Where the word "numbered" appears in a line below, copy the whole line.

Segment Open

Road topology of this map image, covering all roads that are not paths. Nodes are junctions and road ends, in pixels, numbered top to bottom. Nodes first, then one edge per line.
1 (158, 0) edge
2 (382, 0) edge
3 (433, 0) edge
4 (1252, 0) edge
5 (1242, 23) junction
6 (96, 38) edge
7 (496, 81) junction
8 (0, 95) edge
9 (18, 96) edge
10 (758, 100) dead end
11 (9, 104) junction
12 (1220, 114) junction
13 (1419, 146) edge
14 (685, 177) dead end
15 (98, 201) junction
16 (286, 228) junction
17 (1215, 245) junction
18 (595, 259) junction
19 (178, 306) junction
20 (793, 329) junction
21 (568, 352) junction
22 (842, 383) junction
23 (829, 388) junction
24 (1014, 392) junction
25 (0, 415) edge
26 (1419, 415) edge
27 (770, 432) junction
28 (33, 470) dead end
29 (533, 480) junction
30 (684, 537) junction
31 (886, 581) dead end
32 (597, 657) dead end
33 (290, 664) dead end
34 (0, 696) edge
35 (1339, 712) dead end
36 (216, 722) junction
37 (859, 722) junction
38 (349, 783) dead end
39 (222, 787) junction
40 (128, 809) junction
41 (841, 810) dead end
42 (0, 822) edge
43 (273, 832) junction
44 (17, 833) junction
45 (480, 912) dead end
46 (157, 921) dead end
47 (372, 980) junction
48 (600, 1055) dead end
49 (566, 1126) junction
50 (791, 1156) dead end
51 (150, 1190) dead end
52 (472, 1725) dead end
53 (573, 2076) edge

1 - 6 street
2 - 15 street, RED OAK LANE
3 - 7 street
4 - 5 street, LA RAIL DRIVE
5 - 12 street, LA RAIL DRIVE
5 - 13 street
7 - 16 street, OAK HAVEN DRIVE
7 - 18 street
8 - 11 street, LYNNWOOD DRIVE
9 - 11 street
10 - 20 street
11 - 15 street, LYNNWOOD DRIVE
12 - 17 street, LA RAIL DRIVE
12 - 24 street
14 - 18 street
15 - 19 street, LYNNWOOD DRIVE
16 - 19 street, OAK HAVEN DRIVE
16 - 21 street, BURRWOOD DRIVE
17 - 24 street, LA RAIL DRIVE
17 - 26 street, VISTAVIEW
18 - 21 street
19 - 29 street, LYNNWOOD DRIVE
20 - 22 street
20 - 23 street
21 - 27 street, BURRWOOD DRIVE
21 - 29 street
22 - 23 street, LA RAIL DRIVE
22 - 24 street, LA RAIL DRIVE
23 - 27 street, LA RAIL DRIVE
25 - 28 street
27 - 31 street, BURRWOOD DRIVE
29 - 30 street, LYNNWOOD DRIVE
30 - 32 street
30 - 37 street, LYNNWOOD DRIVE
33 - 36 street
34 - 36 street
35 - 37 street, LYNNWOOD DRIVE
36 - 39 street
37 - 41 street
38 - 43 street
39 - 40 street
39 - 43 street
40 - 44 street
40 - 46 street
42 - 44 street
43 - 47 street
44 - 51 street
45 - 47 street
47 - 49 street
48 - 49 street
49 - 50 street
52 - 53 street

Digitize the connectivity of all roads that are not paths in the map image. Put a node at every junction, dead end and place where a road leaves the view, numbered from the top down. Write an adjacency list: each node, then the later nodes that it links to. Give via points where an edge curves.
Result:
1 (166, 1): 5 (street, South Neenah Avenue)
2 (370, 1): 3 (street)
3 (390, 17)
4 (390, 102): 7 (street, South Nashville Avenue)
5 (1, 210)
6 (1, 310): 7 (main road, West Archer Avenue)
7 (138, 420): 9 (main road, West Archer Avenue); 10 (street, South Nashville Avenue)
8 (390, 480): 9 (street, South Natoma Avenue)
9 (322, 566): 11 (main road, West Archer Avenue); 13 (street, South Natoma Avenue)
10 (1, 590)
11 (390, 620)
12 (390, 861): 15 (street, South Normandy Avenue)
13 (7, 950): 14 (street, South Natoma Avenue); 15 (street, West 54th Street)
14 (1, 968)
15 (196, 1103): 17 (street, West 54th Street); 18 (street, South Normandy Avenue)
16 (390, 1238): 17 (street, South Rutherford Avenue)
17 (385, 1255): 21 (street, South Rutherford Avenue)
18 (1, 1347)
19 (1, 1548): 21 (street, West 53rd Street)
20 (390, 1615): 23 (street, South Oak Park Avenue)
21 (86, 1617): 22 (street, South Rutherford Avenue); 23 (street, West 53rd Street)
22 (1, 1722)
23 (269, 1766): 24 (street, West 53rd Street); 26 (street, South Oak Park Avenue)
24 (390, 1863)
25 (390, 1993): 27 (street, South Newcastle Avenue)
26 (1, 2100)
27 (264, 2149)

Segment Closed

REPLY
Road topology of this map image, covering all roads that are not paths. Nodes are junctions and road ends, in pixels, numbered top to bottom. Nodes first, then one edge per line.
Digitize the connectivity of all roads that are not paths in the map image. Put a node at every junction, dead end and place where a road leaves the view, numbered from the top down. Write an adjacency list: each node, then the later nodes that it links to. Give via points where an edge curves.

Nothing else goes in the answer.